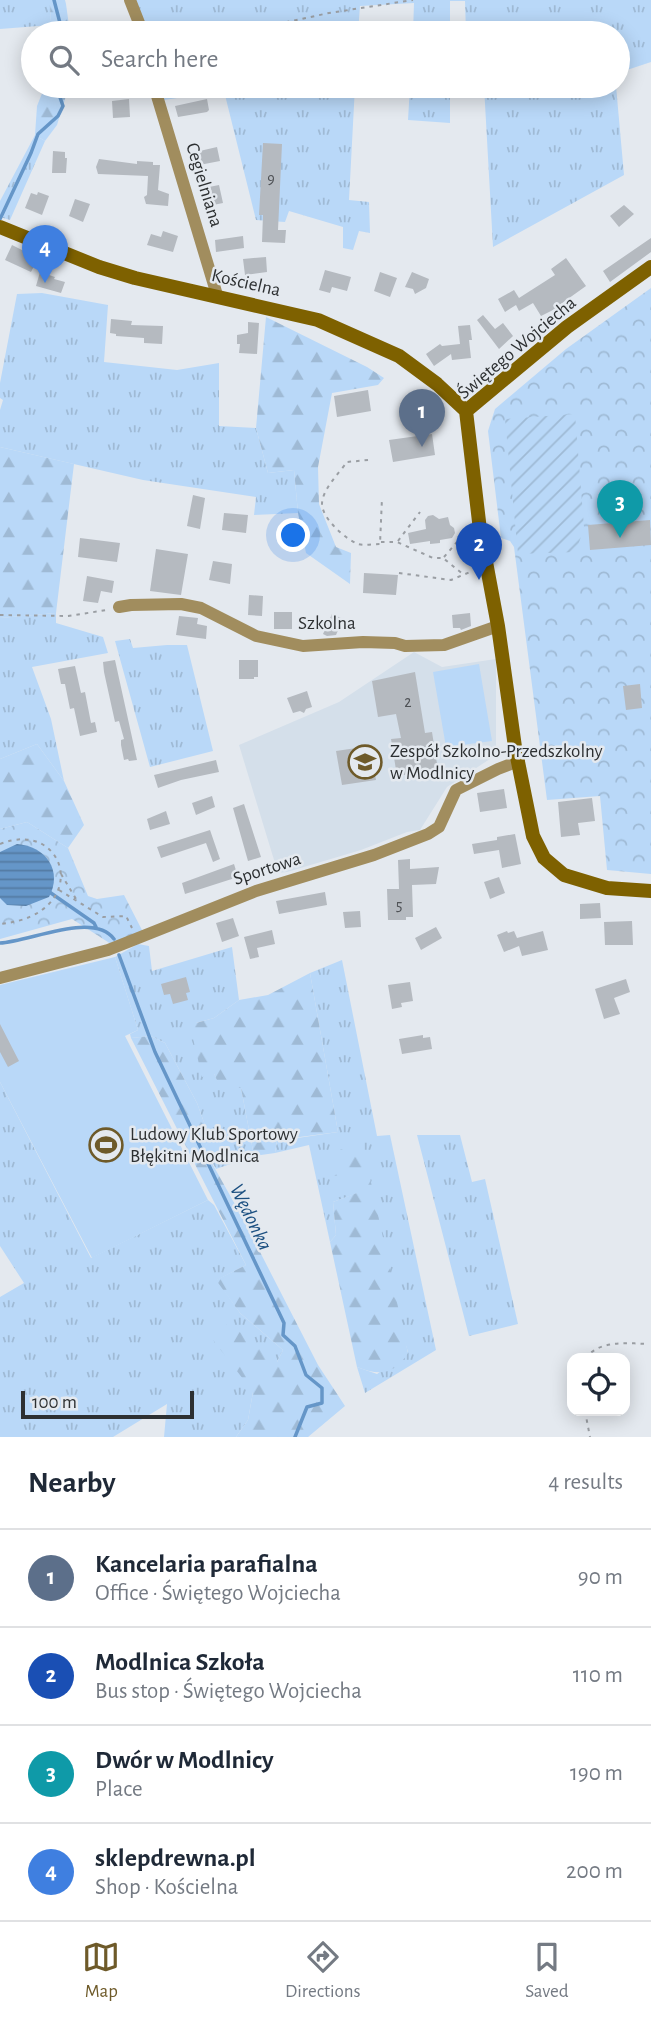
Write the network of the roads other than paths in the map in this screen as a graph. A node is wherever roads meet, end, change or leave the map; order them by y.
1 (130, 0) edge
2 (138, 21) edge
3 (158, 98) edge
4 (0, 227) edge
5 (651, 267) edge
6 (217, 295) junction
7 (466, 411) junction
8 (119, 607) road end
9 (498, 626) junction
10 (519, 761) junction
11 (651, 891) edge
12 (0, 978) edge

1 - 2 street
3 - 6 street, Cegielniana
4 - 6 street, Kościelna
5 - 7 street, Świętego Wojciecha
6 - 7 street, Kościelna
7 - 9 street, Świętego Wojciecha
8 - 9 street, Szkolna
9 - 10 street, Świętego Wojciecha
10 - 11 street, Świętego Wojciecha
10 - 12 street, Sportowa

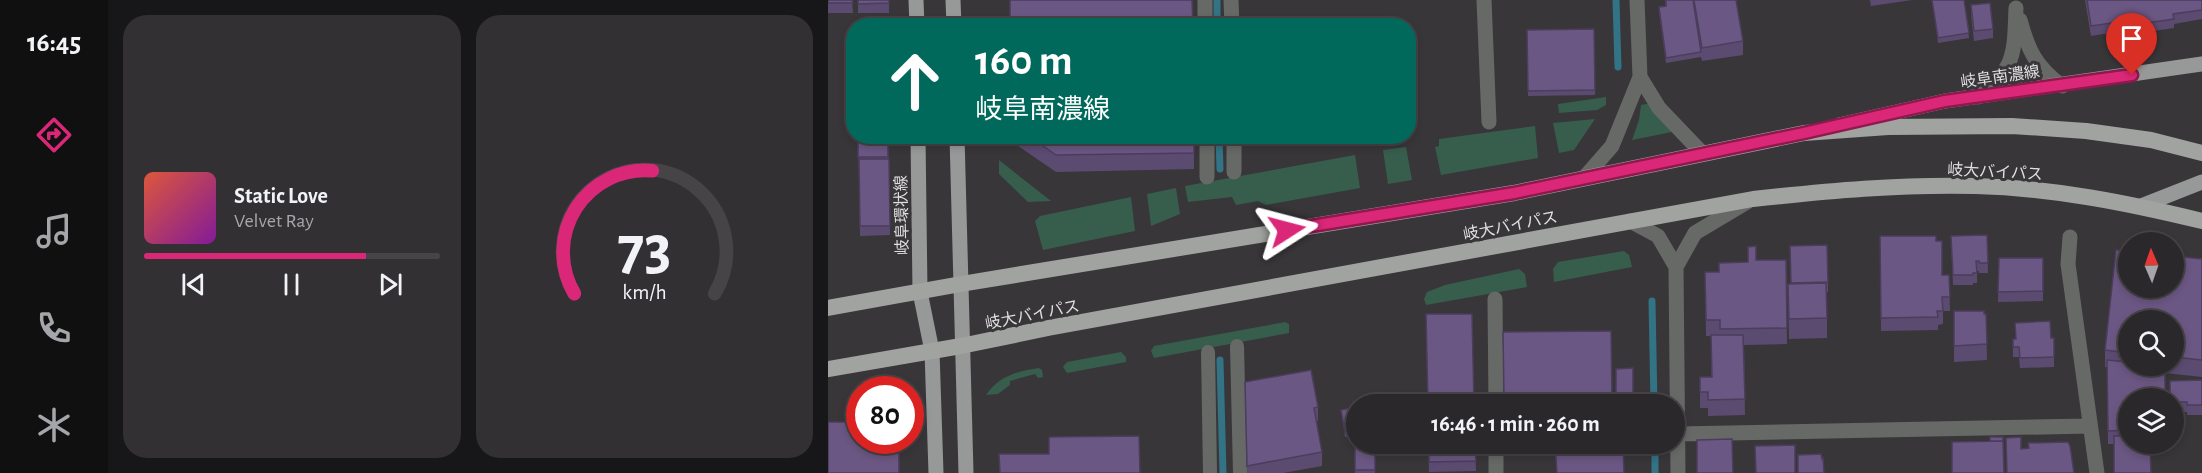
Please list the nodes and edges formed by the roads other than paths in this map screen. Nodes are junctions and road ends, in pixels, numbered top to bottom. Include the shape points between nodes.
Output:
1 (916, 0) edge
2 (953, 0) edge
3 (1205, 0) edge
4 (1231, 0) edge
5 (1484, 0) edge
6 (1637, 0) edge
7 (2016, 4) edge
8 (917, 18) edge
9 (954, 18) edge
10 (1205, 18) edge
11 (1232, 18) edge
12 (2202, 64) edge
13 (1640, 77) junction
14 (2062, 86) junction
15 (1978, 97) junction
16 (1489, 122) dead end
17 (1804, 133) junction
18 (918, 144) edge
19 (957, 144) edge
20 (1206, 144) edge
21 (1234, 144) edge
22 (2202, 153) edge
23 (1703, 154) junction
24 (1234, 172) dead end
25 (1207, 177) dead end
26 (1584, 178) junction
27 (2202, 182) edge
28 (1753, 199) junction
29 (2141, 206) junction
30 (1630, 221) junction
31 (2202, 221) edge
32 (2070, 237) dead end
33 (1676, 267) junction
34 (961, 284) junction
35 (920, 292) junction
36 (1495, 299) dead end
37 (828, 308) edge
38 (961, 346) junction
39 (1237, 346) dead end
40 (932, 351) junction
41 (1208, 352) dead end
42 (828, 369) edge
43 (1496, 394) edge
44 (1678, 394) edge
45 (2090, 426) junction
46 (1685, 434) edge
47 (1496, 454) edge
48 (1678, 454) edge
49 (936, 473) edge
50 (966, 473) edge
51 (1210, 473) edge
52 (1240, 473) edge
53 (1496, 473) edge
54 (1678, 473) edge
55 (2097, 473) edge

1 - 8 main road
2 - 9 main road
3 - 10 street
4 - 11 street
5 - 16 street
6 - 13 street
7 - 14 street via 2032,57
7 - 15 street via 2009,64
12 - 14 main road, 岐阜南濃線
13 - 23 street via 1659,108
13 - 26 street via 1612,146
14 - 15 main road, 岐阜南濃線
15 - 17 main road, 岐阜南濃線
17 - 22 highway, 岐大バイパス via 1888,127 2012,126 2086,130
17 - 23 highway, 岐大バイパス
18 - 35 main road, 岐阜環状線
19 - 34 main road
20 - 25 street
21 - 24 street
23 - 26 highway, 岐大バイパス
26 - 34 highway, 岐大バイパス via 1514,193
27 - 29 main road
28 - 29 highway, 岐大バイパス via 1851,189 1978,186 2055,192
28 - 30 highway, 岐大バイパス
28 - 33 street via 1695,233
29 - 31 highway, 岐大バイパス
30 - 33 street via 1659,236
30 - 38 highway, 岐大バイパス
32 - 45 street via 2068,264
33 - 44 street
34 - 35 highway, 岐大バイパス
34 - 38 main road
35 - 37 highway, 岐大バイパス
35 - 40 main road, 岐阜環状線
36 - 43 street
38 - 40 highway, 岐大バイパス
38 - 50 main road
39 - 52 lane
40 - 42 highway, 岐大バイパス
40 - 49 main road, 岐阜環状線
41 - 51 lane
45 - 46 street
45 - 55 street
47 - 53 street
48 - 54 street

## Activity:
When you restate the listing above, give each line word for word but leave out every image.

## Answer space:
Write the network of the roads other than paths in the map in this screen as a graph. A node is wherever roads meet, end, change or leave the map; order them by y.
1 (130, 0) edge
2 (138, 21) edge
3 (158, 98) edge
4 (0, 227) edge
5 (651, 267) edge
6 (217, 295) junction
7 (466, 411) junction
8 (119, 607) road end
9 (498, 626) junction
10 (519, 761) junction
11 (651, 891) edge
12 (0, 978) edge

1 - 2 street
3 - 6 street, Cegielniana
4 - 6 street, Kościelna
5 - 7 street, Świętego Wojciecha
6 - 7 street, Kościelna
7 - 9 street, Świętego Wojciecha
8 - 9 street, Szkolna
9 - 10 street, Świętego Wojciecha
10 - 11 street, Świętego Wojciecha
10 - 12 street, Sportowa

Please list the nodes and edges formed by the roads other than paths in this map screen. Nodes are junctions and road ends, in pixels, numbered top to bottom. Include the shape points between nodes.
Output:
1 (916, 0) edge
2 (953, 0) edge
3 (1205, 0) edge
4 (1231, 0) edge
5 (1484, 0) edge
6 (1637, 0) edge
7 (2016, 4) edge
8 (917, 18) edge
9 (954, 18) edge
10 (1205, 18) edge
11 (1232, 18) edge
12 (2202, 64) edge
13 (1640, 77) junction
14 (2062, 86) junction
15 (1978, 97) junction
16 (1489, 122) dead end
17 (1804, 133) junction
18 (918, 144) edge
19 (957, 144) edge
20 (1206, 144) edge
21 (1234, 144) edge
22 (2202, 153) edge
23 (1703, 154) junction
24 (1234, 172) dead end
25 (1207, 177) dead end
26 (1584, 178) junction
27 (2202, 182) edge
28 (1753, 199) junction
29 (2141, 206) junction
30 (1630, 221) junction
31 (2202, 221) edge
32 (2070, 237) dead end
33 (1676, 267) junction
34 (961, 284) junction
35 (920, 292) junction
36 (1495, 299) dead end
37 (828, 308) edge
38 (961, 346) junction
39 (1237, 346) dead end
40 (932, 351) junction
41 (1208, 352) dead end
42 (828, 369) edge
43 (1496, 394) edge
44 (1678, 394) edge
45 (2090, 426) junction
46 (1685, 434) edge
47 (1496, 454) edge
48 (1678, 454) edge
49 (936, 473) edge
50 (966, 473) edge
51 (1210, 473) edge
52 (1240, 473) edge
53 (1496, 473) edge
54 (1678, 473) edge
55 (2097, 473) edge

1 - 8 main road
2 - 9 main road
3 - 10 street
4 - 11 street
5 - 16 street
6 - 13 street
7 - 14 street via 2032,57
7 - 15 street via 2009,64
12 - 14 main road, 岐阜南濃線
13 - 23 street via 1659,108
13 - 26 street via 1612,146
14 - 15 main road, 岐阜南濃線
15 - 17 main road, 岐阜南濃線
17 - 22 highway, 岐大バイパス via 1888,127 2012,126 2086,130
17 - 23 highway, 岐大バイパス
18 - 35 main road, 岐阜環状線
19 - 34 main road
20 - 25 street
21 - 24 street
23 - 26 highway, 岐大バイパス
26 - 34 highway, 岐大バイパス via 1514,193
27 - 29 main road
28 - 29 highway, 岐大バイパス via 1851,189 1978,186 2055,192
28 - 30 highway, 岐大バイパス
28 - 33 street via 1695,233
29 - 31 highway, 岐大バイパス
30 - 33 street via 1659,236
30 - 38 highway, 岐大バイパス
32 - 45 street via 2068,264
33 - 44 street
34 - 35 highway, 岐大バイパス
34 - 38 main road
35 - 37 highway, 岐大バイパス
35 - 40 main road, 岐阜環状線
36 - 43 street
38 - 40 highway, 岐大バイパス
38 - 50 main road
39 - 52 lane
40 - 42 highway, 岐大バイパス
40 - 49 main road, 岐阜環状線
41 - 51 lane
45 - 46 street
45 - 55 street
47 - 53 street
48 - 54 street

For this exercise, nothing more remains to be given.